#### The input

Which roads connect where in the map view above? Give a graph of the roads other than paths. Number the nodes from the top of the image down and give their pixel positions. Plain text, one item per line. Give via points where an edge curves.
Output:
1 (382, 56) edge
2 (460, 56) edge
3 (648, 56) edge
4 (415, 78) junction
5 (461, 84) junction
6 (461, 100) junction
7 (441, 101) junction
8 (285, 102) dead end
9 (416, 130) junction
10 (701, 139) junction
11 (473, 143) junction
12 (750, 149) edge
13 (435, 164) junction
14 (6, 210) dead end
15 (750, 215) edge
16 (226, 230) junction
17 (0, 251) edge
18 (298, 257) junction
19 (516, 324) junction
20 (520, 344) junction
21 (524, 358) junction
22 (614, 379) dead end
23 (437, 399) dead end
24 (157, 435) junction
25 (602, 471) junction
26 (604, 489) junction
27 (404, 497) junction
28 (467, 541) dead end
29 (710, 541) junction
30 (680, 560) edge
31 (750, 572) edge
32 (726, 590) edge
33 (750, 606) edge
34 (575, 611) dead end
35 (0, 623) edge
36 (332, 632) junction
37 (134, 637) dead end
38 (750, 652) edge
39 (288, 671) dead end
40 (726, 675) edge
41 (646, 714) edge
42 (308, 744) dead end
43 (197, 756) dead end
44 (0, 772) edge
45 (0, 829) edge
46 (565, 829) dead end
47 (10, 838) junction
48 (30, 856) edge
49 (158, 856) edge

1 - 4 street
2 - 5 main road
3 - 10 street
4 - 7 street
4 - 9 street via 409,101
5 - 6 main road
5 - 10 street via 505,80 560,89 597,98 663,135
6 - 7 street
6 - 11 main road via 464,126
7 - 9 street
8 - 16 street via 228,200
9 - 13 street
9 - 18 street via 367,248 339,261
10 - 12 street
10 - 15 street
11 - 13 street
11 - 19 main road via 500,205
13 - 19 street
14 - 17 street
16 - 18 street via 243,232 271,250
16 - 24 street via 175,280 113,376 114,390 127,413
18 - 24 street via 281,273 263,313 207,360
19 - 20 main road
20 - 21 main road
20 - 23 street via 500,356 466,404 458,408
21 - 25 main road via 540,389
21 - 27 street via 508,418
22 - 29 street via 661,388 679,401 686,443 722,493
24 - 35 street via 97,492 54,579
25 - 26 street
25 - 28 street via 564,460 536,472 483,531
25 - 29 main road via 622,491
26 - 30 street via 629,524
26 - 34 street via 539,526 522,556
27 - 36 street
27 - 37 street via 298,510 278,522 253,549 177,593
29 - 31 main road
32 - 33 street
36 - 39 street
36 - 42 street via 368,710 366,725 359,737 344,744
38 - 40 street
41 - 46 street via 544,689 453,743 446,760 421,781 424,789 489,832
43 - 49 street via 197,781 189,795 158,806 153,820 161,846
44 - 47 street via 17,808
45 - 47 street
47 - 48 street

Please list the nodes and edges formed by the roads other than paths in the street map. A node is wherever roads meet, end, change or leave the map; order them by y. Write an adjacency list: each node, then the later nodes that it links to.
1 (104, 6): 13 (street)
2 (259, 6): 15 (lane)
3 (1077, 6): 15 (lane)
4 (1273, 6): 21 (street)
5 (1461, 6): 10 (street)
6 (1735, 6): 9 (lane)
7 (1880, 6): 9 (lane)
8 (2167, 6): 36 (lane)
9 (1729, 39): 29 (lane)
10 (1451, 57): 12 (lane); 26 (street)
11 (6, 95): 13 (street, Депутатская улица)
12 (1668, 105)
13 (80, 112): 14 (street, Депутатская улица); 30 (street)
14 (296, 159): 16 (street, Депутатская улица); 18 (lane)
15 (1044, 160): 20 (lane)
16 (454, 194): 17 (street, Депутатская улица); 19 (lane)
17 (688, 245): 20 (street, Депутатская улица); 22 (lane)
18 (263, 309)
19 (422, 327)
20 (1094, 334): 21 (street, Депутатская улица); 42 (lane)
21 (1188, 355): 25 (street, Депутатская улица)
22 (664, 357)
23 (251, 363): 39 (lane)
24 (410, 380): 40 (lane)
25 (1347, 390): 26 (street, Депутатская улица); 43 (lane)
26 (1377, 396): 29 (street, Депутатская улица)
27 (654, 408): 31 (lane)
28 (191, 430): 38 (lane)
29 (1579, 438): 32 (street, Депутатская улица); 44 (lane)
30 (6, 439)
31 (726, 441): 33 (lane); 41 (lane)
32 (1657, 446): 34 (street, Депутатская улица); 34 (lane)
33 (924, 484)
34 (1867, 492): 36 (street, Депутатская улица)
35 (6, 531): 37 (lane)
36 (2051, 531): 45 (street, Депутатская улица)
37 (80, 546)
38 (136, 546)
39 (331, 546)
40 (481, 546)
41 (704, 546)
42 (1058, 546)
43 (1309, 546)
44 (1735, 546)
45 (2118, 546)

#### Work to be completed
Nothing but a number should be given: the count of lines in the entries that contain the word "other".

#### Problem solution
2